Your task.
The word "roads" may appear in some lines of the data; copy every such line.

Dataset excerpts.
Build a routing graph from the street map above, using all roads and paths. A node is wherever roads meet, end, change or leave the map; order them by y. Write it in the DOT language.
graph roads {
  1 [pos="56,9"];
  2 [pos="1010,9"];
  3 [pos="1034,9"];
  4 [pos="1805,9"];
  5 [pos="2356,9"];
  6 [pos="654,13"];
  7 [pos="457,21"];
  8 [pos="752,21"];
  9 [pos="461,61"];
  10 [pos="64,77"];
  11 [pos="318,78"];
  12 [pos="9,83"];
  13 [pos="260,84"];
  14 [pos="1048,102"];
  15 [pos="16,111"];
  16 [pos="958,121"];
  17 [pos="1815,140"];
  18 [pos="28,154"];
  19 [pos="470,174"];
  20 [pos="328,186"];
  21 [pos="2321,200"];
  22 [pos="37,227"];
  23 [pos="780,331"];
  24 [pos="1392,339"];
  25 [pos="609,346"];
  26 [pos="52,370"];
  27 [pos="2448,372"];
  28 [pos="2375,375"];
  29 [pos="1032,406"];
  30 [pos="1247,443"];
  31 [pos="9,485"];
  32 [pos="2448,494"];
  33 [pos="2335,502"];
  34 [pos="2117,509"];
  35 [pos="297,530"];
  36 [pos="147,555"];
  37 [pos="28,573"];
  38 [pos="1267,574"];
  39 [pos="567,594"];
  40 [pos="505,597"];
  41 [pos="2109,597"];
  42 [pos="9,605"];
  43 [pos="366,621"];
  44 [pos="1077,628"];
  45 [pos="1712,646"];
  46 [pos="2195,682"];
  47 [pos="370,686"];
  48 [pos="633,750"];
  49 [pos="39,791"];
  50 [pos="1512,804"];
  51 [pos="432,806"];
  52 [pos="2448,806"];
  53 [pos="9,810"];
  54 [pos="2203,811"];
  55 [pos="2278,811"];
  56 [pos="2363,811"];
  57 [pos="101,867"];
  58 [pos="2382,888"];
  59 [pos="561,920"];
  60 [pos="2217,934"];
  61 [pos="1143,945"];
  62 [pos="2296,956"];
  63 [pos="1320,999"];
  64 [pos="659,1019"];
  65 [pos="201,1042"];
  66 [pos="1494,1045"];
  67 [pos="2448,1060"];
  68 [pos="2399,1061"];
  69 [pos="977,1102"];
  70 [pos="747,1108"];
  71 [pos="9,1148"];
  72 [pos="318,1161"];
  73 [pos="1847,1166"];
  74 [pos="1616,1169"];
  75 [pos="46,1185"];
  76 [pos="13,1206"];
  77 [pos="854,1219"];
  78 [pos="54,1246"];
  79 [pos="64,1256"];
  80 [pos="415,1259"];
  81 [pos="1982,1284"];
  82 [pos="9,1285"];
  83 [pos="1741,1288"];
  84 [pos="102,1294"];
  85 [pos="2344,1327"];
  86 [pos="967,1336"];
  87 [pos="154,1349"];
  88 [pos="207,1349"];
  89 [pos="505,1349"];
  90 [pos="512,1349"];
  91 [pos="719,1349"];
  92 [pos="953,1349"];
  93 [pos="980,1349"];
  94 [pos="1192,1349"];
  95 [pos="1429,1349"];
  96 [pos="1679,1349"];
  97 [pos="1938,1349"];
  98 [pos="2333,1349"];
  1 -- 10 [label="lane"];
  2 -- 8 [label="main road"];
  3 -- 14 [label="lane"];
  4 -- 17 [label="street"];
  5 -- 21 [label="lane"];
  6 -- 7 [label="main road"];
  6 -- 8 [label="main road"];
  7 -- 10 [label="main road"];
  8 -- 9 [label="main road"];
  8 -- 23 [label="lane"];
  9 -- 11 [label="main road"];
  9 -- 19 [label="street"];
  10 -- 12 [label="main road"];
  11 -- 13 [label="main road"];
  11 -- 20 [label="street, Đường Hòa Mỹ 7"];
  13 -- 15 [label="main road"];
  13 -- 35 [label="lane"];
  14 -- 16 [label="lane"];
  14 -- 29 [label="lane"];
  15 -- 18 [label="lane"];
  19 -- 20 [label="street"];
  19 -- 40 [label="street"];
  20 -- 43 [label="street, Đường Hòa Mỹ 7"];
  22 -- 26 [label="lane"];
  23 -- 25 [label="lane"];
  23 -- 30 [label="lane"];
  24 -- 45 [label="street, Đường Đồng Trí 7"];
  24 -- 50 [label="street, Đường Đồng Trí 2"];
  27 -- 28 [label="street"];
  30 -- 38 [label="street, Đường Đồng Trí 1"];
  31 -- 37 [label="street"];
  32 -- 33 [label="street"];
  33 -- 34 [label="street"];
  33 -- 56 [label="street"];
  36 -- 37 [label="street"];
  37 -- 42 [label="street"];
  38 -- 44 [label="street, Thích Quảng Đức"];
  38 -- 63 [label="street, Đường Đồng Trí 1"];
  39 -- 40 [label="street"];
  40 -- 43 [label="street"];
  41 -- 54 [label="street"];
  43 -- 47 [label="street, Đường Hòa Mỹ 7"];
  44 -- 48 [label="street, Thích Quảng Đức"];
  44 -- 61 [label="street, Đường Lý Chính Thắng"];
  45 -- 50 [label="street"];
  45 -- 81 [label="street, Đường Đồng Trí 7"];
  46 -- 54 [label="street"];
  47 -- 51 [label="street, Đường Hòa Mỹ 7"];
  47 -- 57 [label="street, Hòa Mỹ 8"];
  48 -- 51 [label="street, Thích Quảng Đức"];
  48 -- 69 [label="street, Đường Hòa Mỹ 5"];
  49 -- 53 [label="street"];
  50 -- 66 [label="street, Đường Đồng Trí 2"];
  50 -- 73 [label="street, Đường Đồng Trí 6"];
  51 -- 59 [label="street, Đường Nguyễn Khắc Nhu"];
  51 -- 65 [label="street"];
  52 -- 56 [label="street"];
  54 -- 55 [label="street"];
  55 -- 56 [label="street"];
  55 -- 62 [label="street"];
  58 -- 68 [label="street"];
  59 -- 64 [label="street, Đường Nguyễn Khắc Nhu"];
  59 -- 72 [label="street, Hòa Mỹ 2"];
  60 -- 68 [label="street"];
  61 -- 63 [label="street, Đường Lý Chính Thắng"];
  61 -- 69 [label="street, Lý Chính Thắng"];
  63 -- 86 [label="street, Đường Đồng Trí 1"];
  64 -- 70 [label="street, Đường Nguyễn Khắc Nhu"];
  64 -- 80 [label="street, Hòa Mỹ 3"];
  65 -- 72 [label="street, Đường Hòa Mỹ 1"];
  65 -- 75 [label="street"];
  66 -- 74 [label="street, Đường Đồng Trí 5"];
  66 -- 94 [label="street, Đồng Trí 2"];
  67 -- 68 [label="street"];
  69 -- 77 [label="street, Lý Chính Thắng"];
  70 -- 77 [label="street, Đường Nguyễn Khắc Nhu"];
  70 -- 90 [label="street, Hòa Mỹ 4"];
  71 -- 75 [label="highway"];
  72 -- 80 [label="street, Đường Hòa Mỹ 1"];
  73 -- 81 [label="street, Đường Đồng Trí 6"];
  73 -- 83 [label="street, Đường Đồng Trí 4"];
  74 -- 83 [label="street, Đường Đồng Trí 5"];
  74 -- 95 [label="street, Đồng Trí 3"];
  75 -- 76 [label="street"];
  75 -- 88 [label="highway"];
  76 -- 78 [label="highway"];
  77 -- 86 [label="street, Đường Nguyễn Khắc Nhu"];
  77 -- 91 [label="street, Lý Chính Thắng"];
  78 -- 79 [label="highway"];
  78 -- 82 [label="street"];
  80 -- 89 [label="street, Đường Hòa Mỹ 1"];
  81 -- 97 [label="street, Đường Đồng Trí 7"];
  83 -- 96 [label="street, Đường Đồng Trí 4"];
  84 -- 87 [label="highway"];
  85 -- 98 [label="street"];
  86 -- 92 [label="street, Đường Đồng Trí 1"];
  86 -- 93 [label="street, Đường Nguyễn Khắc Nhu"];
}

Solution to this exercise.
Build a routing graph from the street map above, using all roads and paths. A node is wherever roads meet, end, change or leave the map; order them by y. Write it in the DOT language.
graph roads {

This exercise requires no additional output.